In FTA it says AWS generally gives 30 days per their contract with Parler, but I mean in general, if there is a general precedent. Even if Parler wanted to do the right thing here, they were pretty much banned everywhere immediately.
If they aren't actively moderating offensive* content: absolutely.
I think he's going to have a REAL tough time convincing a court that Twitter doesn't moderate content given that his justification for starting Parler was Twitter being too aggressive in moderating...
Twitter didn't actively moderate the President, who broke every single policy in their rulebook, until he lost power. An argument could easily be made that they selectively enforce from that alone, but I don't see Parler's lawyers using that argument lol
I don't think that argument would be useful. The terms of the contract between Parler and AWS are not modified by the interactions AWS has with other customers.
IF a company's terms of service refer (or intend to refer) to some kind of external standard (such as federal law) why should the company itself have the power to determine what does or doesn't meet that standard.
In the USA, there's a government body which can make a preliminary judgment on this, it's called the courts. Why shouldn't Amazon be compelled to get a preliminary opinion from a judge on whether this is illegal or not. Based on that decision they can preemptively remove the content and let the defendant "appeal" (probably incorrect legal term) the decision. If the court rules it's not illegal, then there should be no risk of legal liability to continuing to provide the service.
If things are parler are as bad as people are making it out to be (i haven't been following it closely) then this should be a trivial step that legitimizes the decision.
Amazon may have the right to deny anyone service - but can they do it 'immediately' on whatever grounds?
Parler could very well make more money suing Amazon than anything else.
This was a huge moment for Parler, and AMZN may have grounded them.
There's a difference between 'we don't want to do business with you' ... and 'we will make you dependent on us, but the we'll drop you like a rock and put you out of business'.
you lost me on the last part there, you can't have it both ways. if they don't want to do business with you they don't have to point blank (barring any outstanding contracts which can be settled).
as a business you choose to take risks relying on other vendors. we're all dependent on any business and they could drop us at any time, but that's the risk we take for convenience or what not. we make the calculation the risk is low.

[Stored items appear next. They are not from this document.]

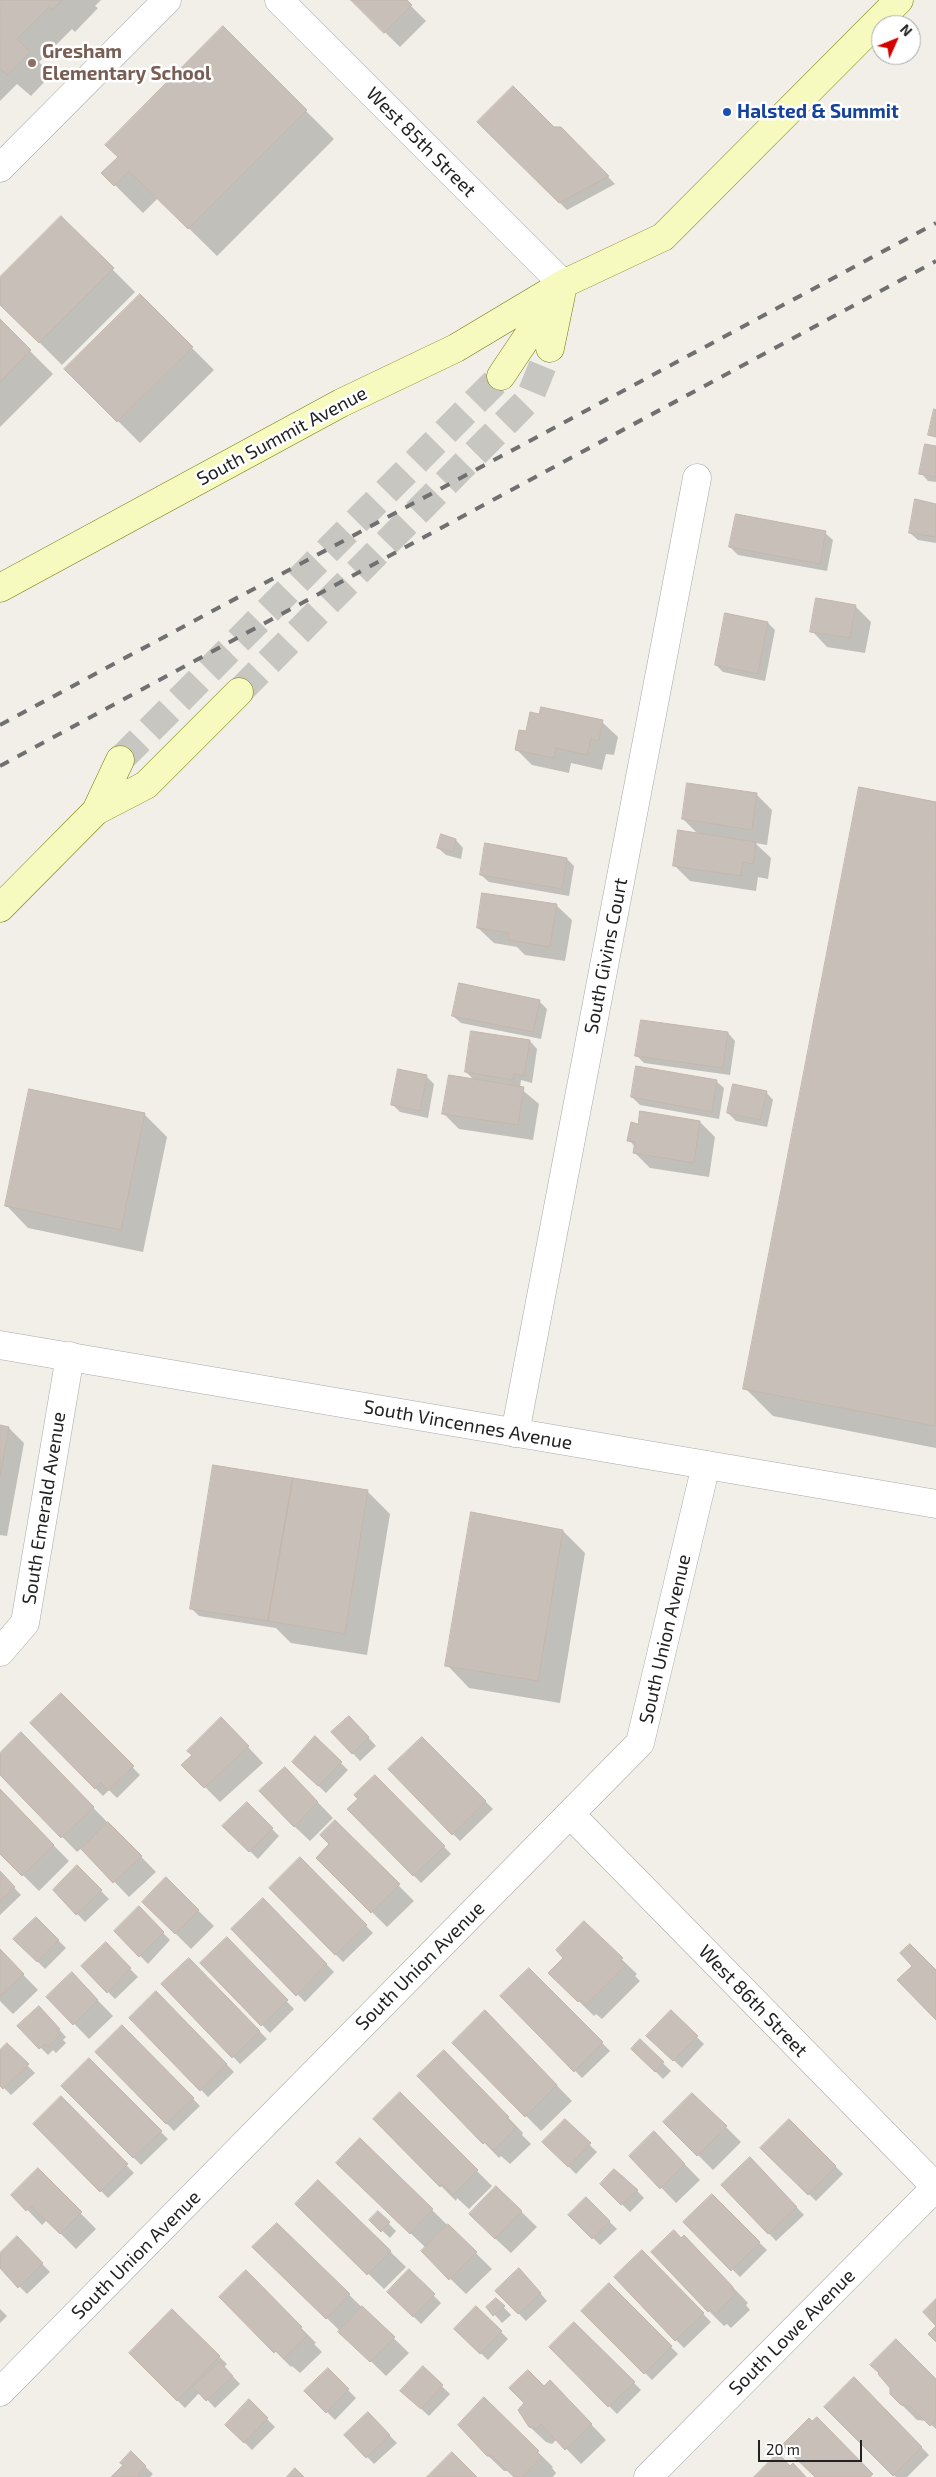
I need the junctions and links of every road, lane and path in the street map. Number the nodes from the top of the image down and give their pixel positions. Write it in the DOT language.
graph roads {
  1 [pos="167,0"];
  2 [pos="279,0"];
  3 [pos="899,0"];
  4 [pos="0,168"];
  5 [pos="563,284"];
  6 [pos="550,348"];
  7 [pos="501,376"];
  8 [pos="697,478"];
  9 [pos="0,588"];
  10 [pos="239,692"];
  11 [pos="120,760"];
  12 [pos="96,810"];
  13 [pos="0,908"];
  14 [pos="0,1345"];
  15 [pos="70,1356"];
  16 [pos="515,1433"];
  17 [pos="706,1465"];
  18 [pos="936,1504"];
  19 [pos="0,1652"];
  20 [pos="570,1814"];
  21 [pos="936,2187"];
  22 [pos="0,2392"];
  23 [pos="648,2477"];
  1 -- 4 [label="street"];
  2 -- 5 [label="street, West 85th Street"];
  3 -- 5 [label="main road, South Summit Avenue"];
  5 -- 6 [label="main road"];
  5 -- 7 [label="main road"];
  5 -- 9 [label="main road, South Summit Avenue"];
  8 -- 16 [label="street, South Givins Court"];
  10 -- 12 [label="main road"];
  11 -- 12 [label="main road"];
  12 -- 13 [label="main road"];
  14 -- 15 [label="street, South Vincennes Avenue"];
  15 -- 16 [label="street, South Vincennes Avenue"];
  15 -- 19 [label="street, South Emerald Avenue"];
  16 -- 17 [label="street, South Vincennes Avenue"];
  17 -- 18 [label="street, South Vincennes Avenue"];
  17 -- 20 [label="street, South Union Avenue"];
  20 -- 21 [label="street, West 86th Street"];
  20 -- 22 [label="street, South Union Avenue"];
  21 -- 23 [label="street, South Lowe Avenue"];
}
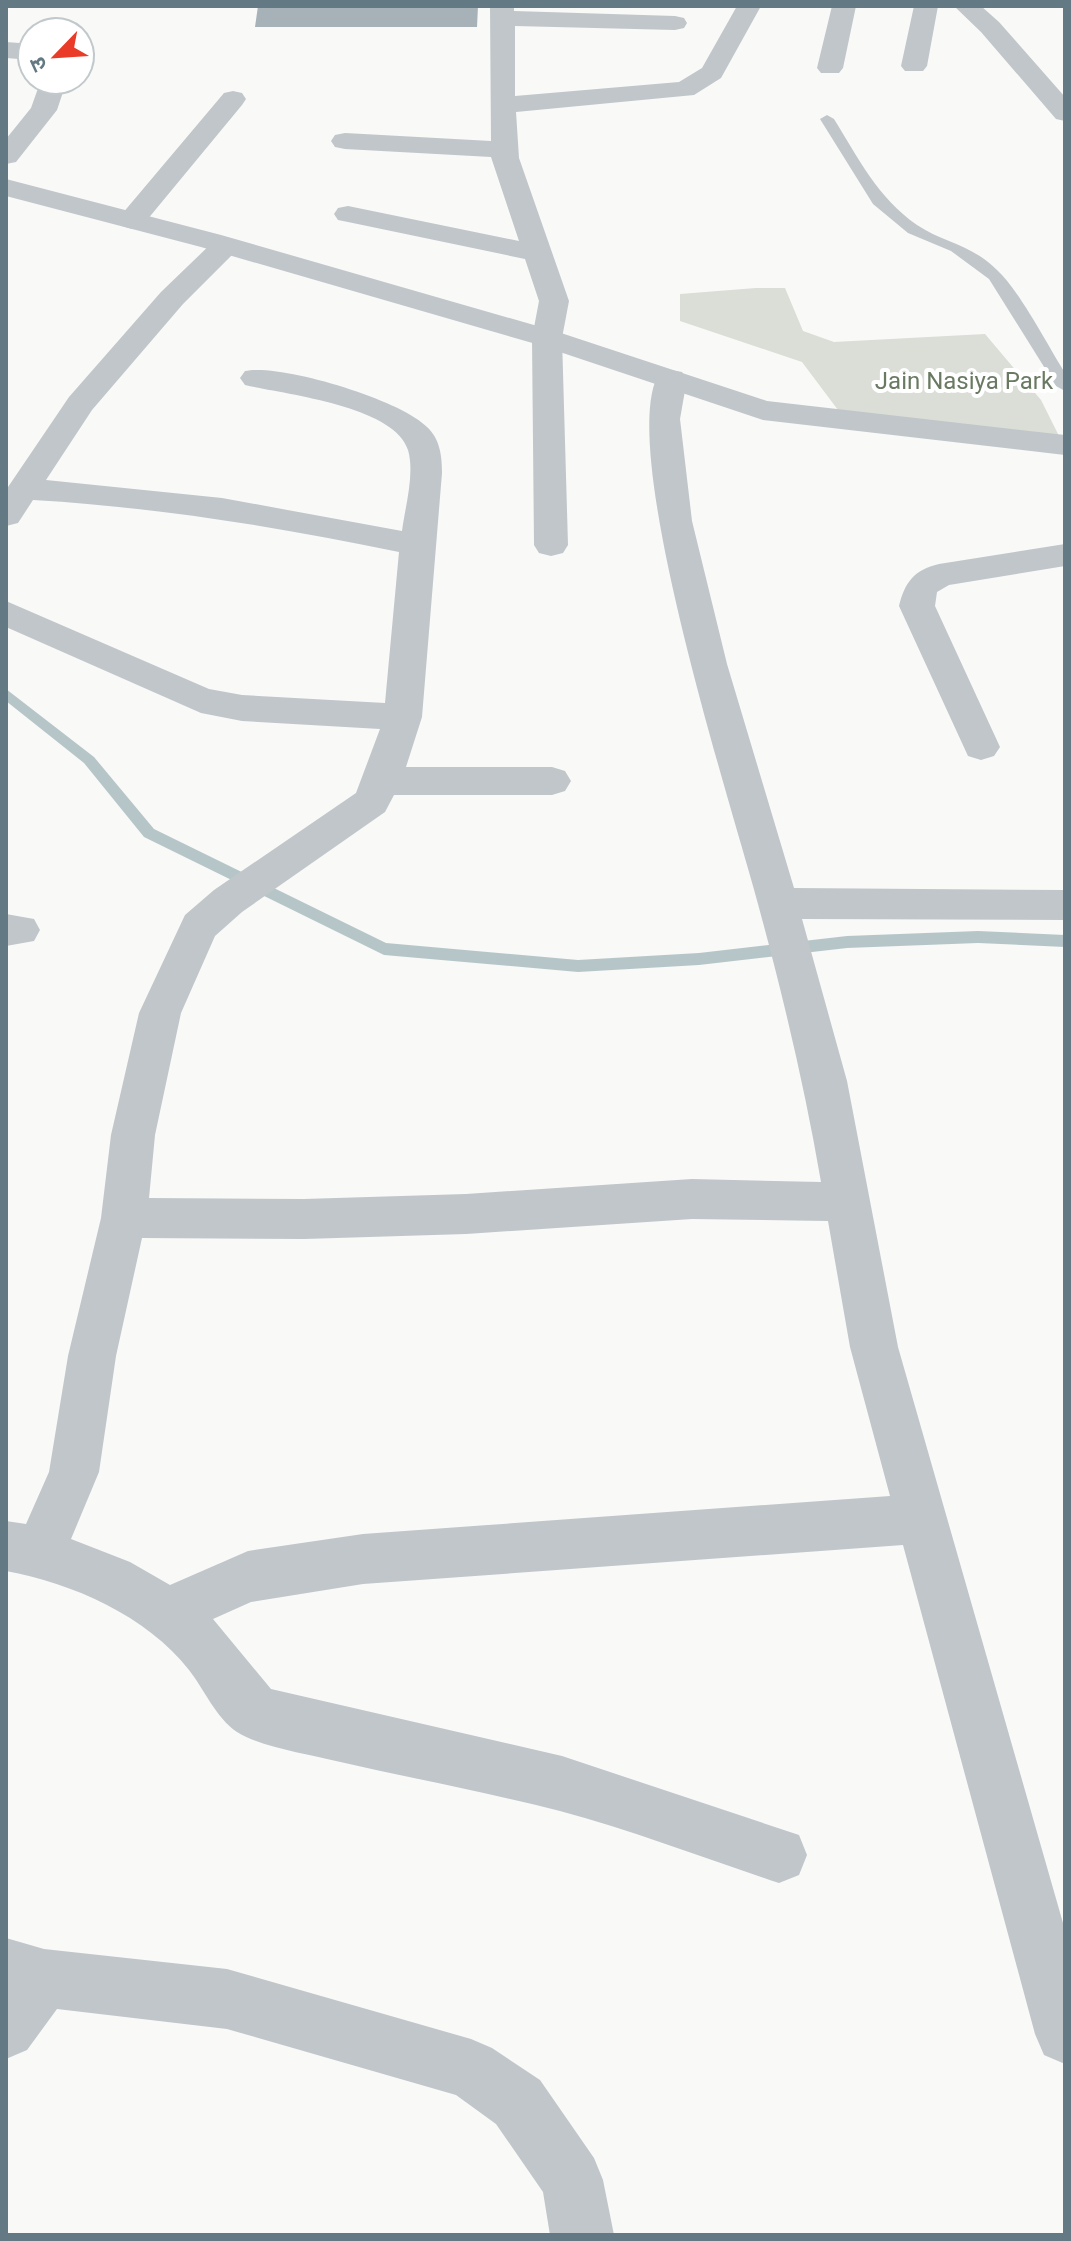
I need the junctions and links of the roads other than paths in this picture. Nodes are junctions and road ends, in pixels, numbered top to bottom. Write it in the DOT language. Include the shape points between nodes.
graph roads {
  1 [pos="749,6"];
  2 [pos="844,6"];
  3 [pos="926,6"];
  4 [pos="966,6"];
  5 [pos="502,12"];
  6 [pos="675,23"];
  7 [pos="914,66"];
  8 [pos="830,68"];
  9 [pos="49,96"];
  10 [pos="233,99"];
  11 [pos="1060,101"];
  12 [pos="502,105"];
  13 [pos="827,119"];
  14 [pos="345,141"];
  15 [pos="504,150"];
  16 [pos="6,156"];
  17 [pos="6,187"];
  18 [pos="348,214"];
  19 [pos="132,220"];
  20 [pos="225,246"];
  21 [pos="537,253"];
  22 [pos="547,338"];
  23 [pos="256,378"];
  24 [pos="671,379"];
  25 [pos="1065,386"];
  26 [pos="1065,445"];
  27 [pos="6,453"];
  28 [pos="24,488"];
  29 [pos="417,545"];
  30 [pos="551,545"];
  31 [pos="1065,555"];
  32 [pos="6,613"];
  33 [pos="403,717"];
  34 [pos="981,747"];
  35 [pos="383,781"];
  36 [pos="552,781"];
  37 [pos="1065,905"];
  38 [pos="785,928"];
  39 [pos="848,1202"];
  40 [pos="124,1218"];
  41 [pos="921,1519"];
  42 [pos="23,1549"];
  43 [pos="167,1613"];
  44 [pos="779,1855"];
  45 [pos="25,1972"];
  46 [pos="6,2029"];
  47 [pos="1065,2034"];
  48 [pos="582,2235"];
  1 -- 12 [label="street" via="712,73 685,89"];
  2 -- 8 [label="street"];
  3 -- 7 [label="street"];
  4 -- 11 [label="street"];
  5 -- 6 [label="street"];
  5 -- 12 [label="street"];
  9 -- 16 [label="street" via="44,110"];
  10 -- 19 [label="street"];
  12 -- 15 [label="street"];
  13 -- 25 [label="lane" via="878,201 914,230 957,248 995,276"];
  14 -- 15 [label="street"];
  15 -- 21 [label="street"];
  17 -- 19 [label="street"];
  18 -- 21 [label="street"];
  19 -- 20 [label="street"];
  20 -- 22 [label="street"];
  20 -- 28 [label="street" via="80,404"];
  21 -- 22 [label="street" via="554,301"];
  22 -- 24 [label="street"];
  22 -- 30 [label="street"];
  23 -- 29 [label="street" via="382,408 418,431 425,452"];
  24 -- 26 [label="street" via="763,410"];
  24 -- 38 [label="street" via="664,419 675,521 709,664"];
  27 -- 28 [label="street"];
  28 -- 29 [label="street" via="210,506"];
  29 -- 33 [label="street"];
  31 -- 34 [label="street" via="939,575 921,587 917,606"];
  32 -- 33 [label="street" via="201,700 242,708"];
  33 -- 35 [label="street"];
  35 -- 36 [label="street"];
  35 -- 40 [label="street" via="371,802 199,926 160,1013 133,1135"];
  37 -- 38 [label="street"];
  38 -- 39 [label="street" via="825,1081"];
  39 -- 40 [label="street" via="692,1199 348,1218"];
  39 -- 41 [label="street" via="874,1347"];
  40 -- 42 [label="street" via="92,1356 74,1472"];
  41 -- 43 [label="street" via="297,1567 248,1577"];
  41 -- 47 [label="street"];
  42 -- 43 [label="street" via="112,1580"];
  43 -- 44 [label="street" via="206,1649 255,1712 562,1784"];
  45 -- 46 [label="street"];
  45 -- 48 [label="street" via="227,1999 471,2069 518,2102 572,2180"];
}
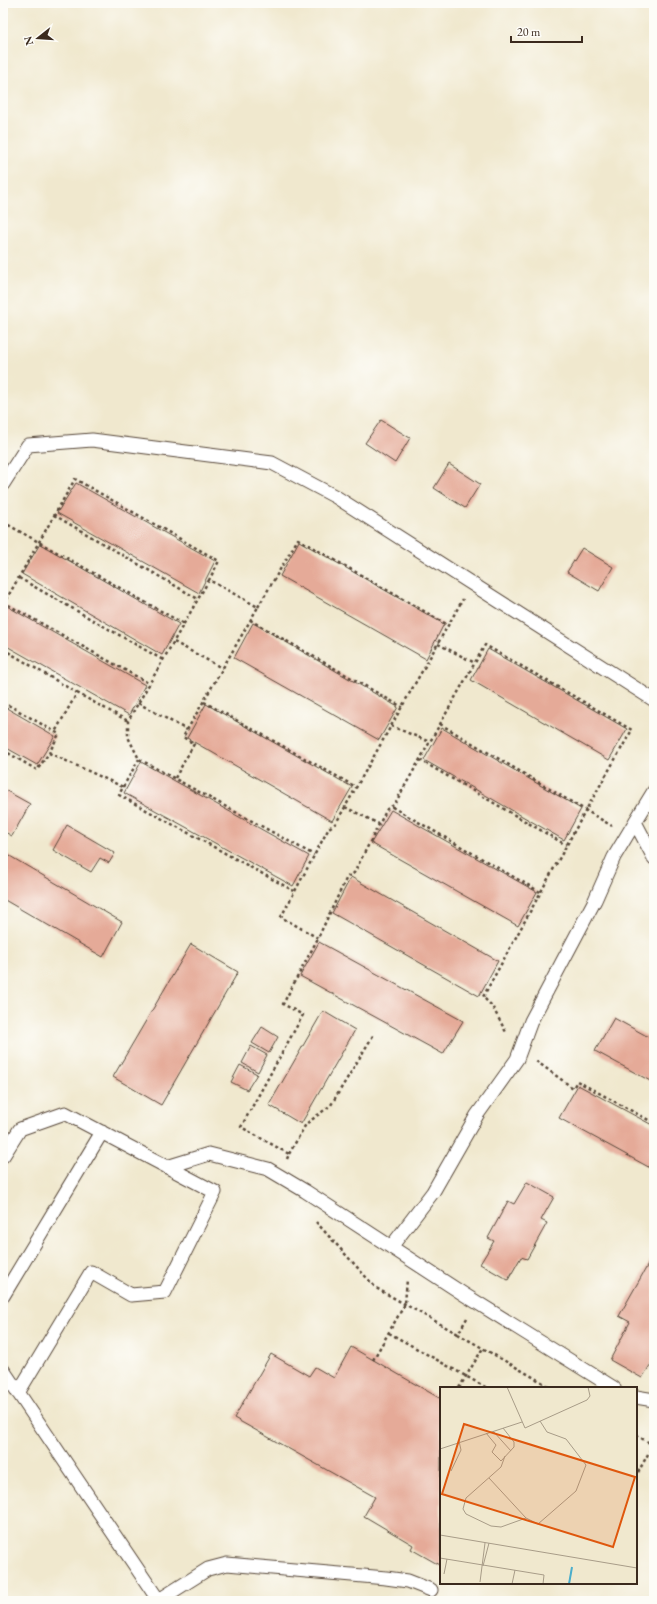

if you know there's a growing base of extremism on your site and you have a precedent like gab, why wouldn't you potentially prepare for it?
> Do you know how many of the people arrested in connection with the Capitol invasion were active users of Parler? Zero. The planning was largely done on Facebook. This is all a bullshit pretext for silencing competitors on ideological grounds: just the start.
> For those asking the basis for that last claim: I spent the weekend reporting on the removal of Parler from the internet, including reviewing lots of documents and interviewing people associated with the companies involved, including Parler.
> The article will be up shortly.
https://twitter.com/ggreenwald/status/1348619731734028293
I would be more interested in hearing if all these prominent figures in the Capitol protests were active across multiple (or all) social media platforms, which often seems to be the case. If that is true, then it makes for an even stronger argument that Parler has been singled out.